「クマは山にエサがないから里に出る」は誤り、本当の理由は

記事のポイント


  1. 2025年度のツキノワグマの出没件数が過去最多の2万件を超えた
  2. 「山にエサがないから里に出没する」という声もあるが、それは間違いだ
  3. クマが山奥から人里に降りるようになった理由とは

各地でクマの出没が相次ぐ。そのことに関して様々な意見が飛び交うが、「山にエサがないから里に出没する」という声をよく耳にする。だが、少し考えれば馬鹿げた発想だとわかる。クマが人里に出没する本当の理由とは何か。

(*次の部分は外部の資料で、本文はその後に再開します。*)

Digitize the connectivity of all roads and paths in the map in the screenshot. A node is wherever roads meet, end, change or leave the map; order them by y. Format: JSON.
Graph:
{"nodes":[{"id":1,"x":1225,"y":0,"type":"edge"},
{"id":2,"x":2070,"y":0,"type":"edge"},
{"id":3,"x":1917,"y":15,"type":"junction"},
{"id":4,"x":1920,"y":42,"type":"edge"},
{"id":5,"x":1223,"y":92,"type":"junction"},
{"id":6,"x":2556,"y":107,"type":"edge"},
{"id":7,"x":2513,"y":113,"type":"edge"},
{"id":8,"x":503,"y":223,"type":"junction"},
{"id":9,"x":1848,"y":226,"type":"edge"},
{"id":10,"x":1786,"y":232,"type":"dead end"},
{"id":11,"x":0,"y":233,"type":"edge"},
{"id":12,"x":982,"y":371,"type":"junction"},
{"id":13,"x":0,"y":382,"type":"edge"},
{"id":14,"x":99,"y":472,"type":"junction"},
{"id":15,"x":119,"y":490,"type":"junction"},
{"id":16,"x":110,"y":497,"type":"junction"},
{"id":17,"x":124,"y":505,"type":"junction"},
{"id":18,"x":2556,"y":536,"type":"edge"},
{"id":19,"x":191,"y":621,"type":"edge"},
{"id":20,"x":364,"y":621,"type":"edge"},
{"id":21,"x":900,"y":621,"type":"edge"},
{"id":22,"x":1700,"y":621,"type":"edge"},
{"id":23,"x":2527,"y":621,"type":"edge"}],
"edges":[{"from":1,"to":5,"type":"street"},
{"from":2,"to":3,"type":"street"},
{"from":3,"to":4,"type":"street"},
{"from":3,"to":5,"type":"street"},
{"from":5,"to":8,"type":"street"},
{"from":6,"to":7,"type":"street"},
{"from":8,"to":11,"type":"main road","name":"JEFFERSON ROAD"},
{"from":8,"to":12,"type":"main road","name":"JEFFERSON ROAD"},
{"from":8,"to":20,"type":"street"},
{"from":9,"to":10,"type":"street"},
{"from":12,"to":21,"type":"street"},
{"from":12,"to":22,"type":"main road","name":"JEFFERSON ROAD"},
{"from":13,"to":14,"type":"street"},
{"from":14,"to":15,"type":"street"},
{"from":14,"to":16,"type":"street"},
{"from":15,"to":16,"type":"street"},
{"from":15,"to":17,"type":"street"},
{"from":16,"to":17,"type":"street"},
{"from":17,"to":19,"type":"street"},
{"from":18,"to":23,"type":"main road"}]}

(森林ジャーナリスト=田中淳夫)

クマによる被害は過去最悪のペースで増えている

今年は北日本でドングリが凶作だからというが、ドングリが実っていない春から出没は増えている。それに西日本では豊作の地域も多い。そもそもドングリの豊凶は数年ごとに繰り返すもので、今年が異常なわけではないのだ。

人工林はエサがないというのも現場を見ていない。林業地を歩けば、スギやヒノキの間に広葉樹や草が繁っている放置林がよく目につく。

天然林の人工林転換が進んだのは1960年代までで、それ以降は激減している。60年前の影響が今頃出たとするのはおかしい。

むしろ農林業の衰退で、里山の耕作放棄地が雑木林となり、人工林も手入れされず広葉樹が繁ったことでエサが豊富になったと見るべきだろう。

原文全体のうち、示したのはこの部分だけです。